Three Druze lawmakers have filed a petition in the High Court of Justice, calling the legislation an “extreme” act that discriminates against the country’s minorities. The petitioners asked the court to annul the law or rule out parts of it on the grounds of infringement on basic rights, including the right to equality. They said minorities have no status in the law, essentially exiling the Druze and other communities despite their service and loyalty to the state, Akram Hasoon (Kulanu), Saleh Saad (Zionist Union) and Hamad Amar (Yisrael Beiteinu) wrote.

Three subsequent petitions have been filed against the nation-state law, but Justice Minister Ayelet Shaked warned this week of no less than an "earthquke" if the High court moves to nix it.

What has been the response from the Netanyahu government? Will the law be changed?

The outcry has seemingly swayed some ministers who actively supported and voted for the law. Education Minister Naftali Bennett said after the initial outcry that “a specific flaw arises regarding our Druze brothers, and that must be amended.”

Finance Minister Moshe Kahlon also admitted mistakes were made when approving the law, saying it should be amended. “The enactment of the nation-state law was done hastily,” he told Army Radio two weeks ago. “We were wrong and we need to fix it.”

Netanyahu has come out strongly against any changes to the law, though, presumably assuming that revisiting the wording would be equivalent to opening a Pandora’s Box, giving opponents a chance to kill it entirely.

An attempt at reconciliation between Netanyahu and Druze leaders prior to Saturday’s protest was a huge failure, with the prime minister angrily cutting the meeting short in response to an online reference to apartheid made by a former Druze officer.

At the weekly cabinet meeting on Sunday, Netanyahu again defended the legislation, saying it was necessary “to fortify Israel’s status as a Jewish state.” He later claimed it would prevent unification of Palestinian families and block entry of “infiltrators.”

His only concession to the storm was the formation of a special ministerial committee to resolve the matter through the creation of additional legislation.
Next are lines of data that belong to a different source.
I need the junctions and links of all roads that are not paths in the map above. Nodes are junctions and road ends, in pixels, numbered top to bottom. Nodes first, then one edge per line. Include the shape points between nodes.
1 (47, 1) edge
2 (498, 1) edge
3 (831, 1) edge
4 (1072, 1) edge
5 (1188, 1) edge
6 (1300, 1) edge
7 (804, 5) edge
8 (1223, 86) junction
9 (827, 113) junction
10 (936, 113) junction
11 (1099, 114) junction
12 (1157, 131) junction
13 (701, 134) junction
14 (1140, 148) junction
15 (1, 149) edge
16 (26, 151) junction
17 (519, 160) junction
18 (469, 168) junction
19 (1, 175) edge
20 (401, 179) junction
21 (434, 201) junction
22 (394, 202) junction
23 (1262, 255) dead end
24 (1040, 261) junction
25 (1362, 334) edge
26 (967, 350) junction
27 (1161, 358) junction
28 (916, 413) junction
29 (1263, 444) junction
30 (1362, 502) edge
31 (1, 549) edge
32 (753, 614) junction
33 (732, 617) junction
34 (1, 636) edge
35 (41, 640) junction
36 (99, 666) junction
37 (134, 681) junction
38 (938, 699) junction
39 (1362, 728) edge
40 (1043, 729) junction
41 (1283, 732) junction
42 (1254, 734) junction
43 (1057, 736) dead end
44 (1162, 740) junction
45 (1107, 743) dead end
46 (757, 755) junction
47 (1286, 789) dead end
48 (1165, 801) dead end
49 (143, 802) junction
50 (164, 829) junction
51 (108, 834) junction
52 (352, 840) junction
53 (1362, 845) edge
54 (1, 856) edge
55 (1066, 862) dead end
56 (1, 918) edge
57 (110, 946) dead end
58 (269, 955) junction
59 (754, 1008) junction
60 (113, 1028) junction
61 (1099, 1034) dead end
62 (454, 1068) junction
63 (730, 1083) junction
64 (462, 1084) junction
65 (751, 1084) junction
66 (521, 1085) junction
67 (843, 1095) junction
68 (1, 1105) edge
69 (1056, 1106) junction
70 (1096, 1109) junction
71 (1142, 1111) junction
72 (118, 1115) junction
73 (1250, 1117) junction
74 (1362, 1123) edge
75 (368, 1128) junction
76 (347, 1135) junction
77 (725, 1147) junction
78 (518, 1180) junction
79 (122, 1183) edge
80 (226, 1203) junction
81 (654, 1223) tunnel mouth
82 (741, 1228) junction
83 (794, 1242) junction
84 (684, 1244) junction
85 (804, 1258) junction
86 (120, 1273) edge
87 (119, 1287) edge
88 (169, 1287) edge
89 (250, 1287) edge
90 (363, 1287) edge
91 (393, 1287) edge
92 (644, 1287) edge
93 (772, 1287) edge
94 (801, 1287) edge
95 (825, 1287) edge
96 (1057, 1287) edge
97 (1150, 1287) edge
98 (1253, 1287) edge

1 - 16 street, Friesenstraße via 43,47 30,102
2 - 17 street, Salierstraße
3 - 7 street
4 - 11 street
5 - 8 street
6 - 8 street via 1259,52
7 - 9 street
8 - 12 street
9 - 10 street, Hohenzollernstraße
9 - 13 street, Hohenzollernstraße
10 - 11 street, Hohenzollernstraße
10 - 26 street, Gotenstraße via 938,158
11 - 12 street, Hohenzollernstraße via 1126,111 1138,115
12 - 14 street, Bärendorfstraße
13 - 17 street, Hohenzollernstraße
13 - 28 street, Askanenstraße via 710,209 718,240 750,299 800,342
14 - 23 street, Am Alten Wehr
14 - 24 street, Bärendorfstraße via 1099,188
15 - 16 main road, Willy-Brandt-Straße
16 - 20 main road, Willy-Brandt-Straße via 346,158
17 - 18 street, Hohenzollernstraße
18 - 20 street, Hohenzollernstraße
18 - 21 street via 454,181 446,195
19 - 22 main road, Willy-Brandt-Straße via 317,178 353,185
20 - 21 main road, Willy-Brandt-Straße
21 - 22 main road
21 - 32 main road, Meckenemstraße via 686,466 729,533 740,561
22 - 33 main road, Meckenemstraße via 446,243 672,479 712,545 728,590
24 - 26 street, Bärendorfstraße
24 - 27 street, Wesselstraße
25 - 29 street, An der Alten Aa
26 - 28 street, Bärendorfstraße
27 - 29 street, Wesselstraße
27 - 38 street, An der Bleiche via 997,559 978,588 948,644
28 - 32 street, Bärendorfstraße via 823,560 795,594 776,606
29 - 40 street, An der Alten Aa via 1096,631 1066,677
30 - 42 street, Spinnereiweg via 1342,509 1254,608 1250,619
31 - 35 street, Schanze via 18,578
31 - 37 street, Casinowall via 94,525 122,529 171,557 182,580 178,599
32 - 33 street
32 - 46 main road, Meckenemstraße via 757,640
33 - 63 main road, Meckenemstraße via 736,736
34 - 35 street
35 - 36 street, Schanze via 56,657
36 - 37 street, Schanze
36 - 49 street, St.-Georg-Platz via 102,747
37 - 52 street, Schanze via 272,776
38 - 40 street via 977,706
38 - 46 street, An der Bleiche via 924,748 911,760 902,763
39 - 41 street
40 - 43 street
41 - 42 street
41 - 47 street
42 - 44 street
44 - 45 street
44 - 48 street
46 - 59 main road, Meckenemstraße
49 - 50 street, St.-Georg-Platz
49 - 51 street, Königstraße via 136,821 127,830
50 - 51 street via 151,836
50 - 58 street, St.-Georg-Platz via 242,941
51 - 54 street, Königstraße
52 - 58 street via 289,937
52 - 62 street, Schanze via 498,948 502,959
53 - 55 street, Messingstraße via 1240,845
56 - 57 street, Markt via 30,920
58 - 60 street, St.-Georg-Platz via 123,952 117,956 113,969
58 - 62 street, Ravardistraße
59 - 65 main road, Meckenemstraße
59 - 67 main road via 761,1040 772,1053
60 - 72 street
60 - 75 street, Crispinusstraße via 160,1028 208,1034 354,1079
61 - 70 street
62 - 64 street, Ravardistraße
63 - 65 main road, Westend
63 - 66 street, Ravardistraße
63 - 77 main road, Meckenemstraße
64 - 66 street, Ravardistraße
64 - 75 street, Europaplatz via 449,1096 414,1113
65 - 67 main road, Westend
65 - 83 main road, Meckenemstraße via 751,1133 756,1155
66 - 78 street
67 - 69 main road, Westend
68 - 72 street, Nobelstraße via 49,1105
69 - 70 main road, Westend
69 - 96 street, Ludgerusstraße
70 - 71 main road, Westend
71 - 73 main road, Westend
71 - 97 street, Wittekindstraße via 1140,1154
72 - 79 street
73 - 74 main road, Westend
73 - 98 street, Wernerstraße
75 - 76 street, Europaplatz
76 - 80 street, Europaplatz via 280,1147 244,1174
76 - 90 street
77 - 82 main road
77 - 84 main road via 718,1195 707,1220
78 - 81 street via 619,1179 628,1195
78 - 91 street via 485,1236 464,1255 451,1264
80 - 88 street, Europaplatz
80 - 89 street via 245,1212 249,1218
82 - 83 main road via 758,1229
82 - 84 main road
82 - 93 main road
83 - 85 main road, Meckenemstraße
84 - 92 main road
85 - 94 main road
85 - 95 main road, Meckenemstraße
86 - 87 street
However, he had already presented this idea to Druze community leaders and they rejected it as insufficient, demanding an amendment to the nation-state law that addressed all minorities in Israel.

What does the Israeli public think of the law?
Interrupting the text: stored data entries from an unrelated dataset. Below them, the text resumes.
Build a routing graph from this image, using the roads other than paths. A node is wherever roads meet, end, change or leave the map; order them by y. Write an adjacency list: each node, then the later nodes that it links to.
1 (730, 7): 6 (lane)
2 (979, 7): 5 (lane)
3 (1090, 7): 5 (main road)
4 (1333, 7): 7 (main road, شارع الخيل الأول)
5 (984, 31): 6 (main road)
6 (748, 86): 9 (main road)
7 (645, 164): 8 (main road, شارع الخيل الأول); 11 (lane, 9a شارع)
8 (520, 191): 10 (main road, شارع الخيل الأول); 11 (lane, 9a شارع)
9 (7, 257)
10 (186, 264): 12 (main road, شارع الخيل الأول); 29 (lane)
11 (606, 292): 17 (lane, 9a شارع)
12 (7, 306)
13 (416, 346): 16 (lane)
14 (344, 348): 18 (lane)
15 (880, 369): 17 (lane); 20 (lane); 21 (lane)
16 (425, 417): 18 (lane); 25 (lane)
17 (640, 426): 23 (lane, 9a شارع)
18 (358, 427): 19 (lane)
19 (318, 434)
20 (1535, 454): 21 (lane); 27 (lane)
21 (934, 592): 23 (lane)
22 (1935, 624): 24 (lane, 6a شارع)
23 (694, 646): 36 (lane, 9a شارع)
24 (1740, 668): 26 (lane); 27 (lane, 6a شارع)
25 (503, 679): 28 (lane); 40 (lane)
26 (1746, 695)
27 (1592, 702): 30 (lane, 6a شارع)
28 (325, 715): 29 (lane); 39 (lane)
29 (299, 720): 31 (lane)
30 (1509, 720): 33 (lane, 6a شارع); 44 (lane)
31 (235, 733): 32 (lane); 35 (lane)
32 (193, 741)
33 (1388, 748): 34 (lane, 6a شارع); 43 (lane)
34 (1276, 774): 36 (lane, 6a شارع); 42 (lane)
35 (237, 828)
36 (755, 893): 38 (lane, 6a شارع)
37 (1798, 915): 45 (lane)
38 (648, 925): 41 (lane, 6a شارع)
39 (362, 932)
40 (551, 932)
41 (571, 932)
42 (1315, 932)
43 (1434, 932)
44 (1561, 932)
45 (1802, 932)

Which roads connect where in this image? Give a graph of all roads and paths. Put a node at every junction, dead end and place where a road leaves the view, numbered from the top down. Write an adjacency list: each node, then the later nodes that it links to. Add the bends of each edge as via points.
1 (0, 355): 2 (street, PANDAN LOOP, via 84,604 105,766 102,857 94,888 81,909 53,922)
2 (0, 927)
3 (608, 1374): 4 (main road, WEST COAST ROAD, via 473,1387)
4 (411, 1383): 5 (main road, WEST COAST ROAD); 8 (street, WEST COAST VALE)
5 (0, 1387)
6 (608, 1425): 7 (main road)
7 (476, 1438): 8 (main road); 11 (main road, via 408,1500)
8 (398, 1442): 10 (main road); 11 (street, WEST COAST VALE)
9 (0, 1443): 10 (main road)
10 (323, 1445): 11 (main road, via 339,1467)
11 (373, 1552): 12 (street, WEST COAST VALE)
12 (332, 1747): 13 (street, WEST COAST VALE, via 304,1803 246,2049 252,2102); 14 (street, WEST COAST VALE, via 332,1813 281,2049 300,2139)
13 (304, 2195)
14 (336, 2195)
Polling shows that while the majority of right-wing voters support the law, there is, unsurprisingly, wall-to-wall opposition to it in the Arab community.

The most cited poll, published in Walla News at the end of July, showed 58 percent of Israelis supporting the law. Those who identified as centrists politically were split down the middle.
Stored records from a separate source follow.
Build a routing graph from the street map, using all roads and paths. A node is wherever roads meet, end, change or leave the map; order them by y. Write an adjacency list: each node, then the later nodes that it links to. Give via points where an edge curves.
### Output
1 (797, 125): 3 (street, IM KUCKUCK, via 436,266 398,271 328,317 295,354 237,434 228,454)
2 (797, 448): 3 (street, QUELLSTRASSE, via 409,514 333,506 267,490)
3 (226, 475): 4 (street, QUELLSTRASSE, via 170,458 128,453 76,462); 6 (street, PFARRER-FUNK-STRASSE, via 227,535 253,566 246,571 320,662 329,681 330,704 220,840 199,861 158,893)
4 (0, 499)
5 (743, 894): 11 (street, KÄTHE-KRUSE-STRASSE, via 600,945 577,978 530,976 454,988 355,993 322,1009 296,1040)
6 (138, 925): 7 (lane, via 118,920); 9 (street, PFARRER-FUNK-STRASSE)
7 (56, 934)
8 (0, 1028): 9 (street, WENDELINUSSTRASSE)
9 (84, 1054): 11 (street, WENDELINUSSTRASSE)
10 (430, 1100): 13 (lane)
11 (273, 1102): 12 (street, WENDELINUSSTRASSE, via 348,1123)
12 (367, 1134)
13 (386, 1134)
However, in the monthly Peace Index poll conducted by the Israel Democracy Institute, only a minority – 45 percent – said they were either “sure” or “thought” there was a need for the law; 47 percent said there was no need and 62 percent said it should have included a reference to equality.

Public opinion analyst Dahlia Scheindlin wrote that Netanyahu should beware the perceived damage to Israel’s social cohesion and its international image as a result of the law, even in the eyes of his loyalists.

She ran focus groups among self-defined “moderate-right” Israeli Jews and those who called themselves the “center-leaning right,” and was “struck – and frankly surprised – to find that hardly anyone had a good word to say about the law.”

She reported that supporters of the current government described the law as “reckless, rushed, politicized, and unnecessary,” and that it “just creates a provocation.”

When the moderator proceeded to ask the group if they thought there would be consequences, a man replied, “Yes of course. From abroad they’ll look at us as racists.”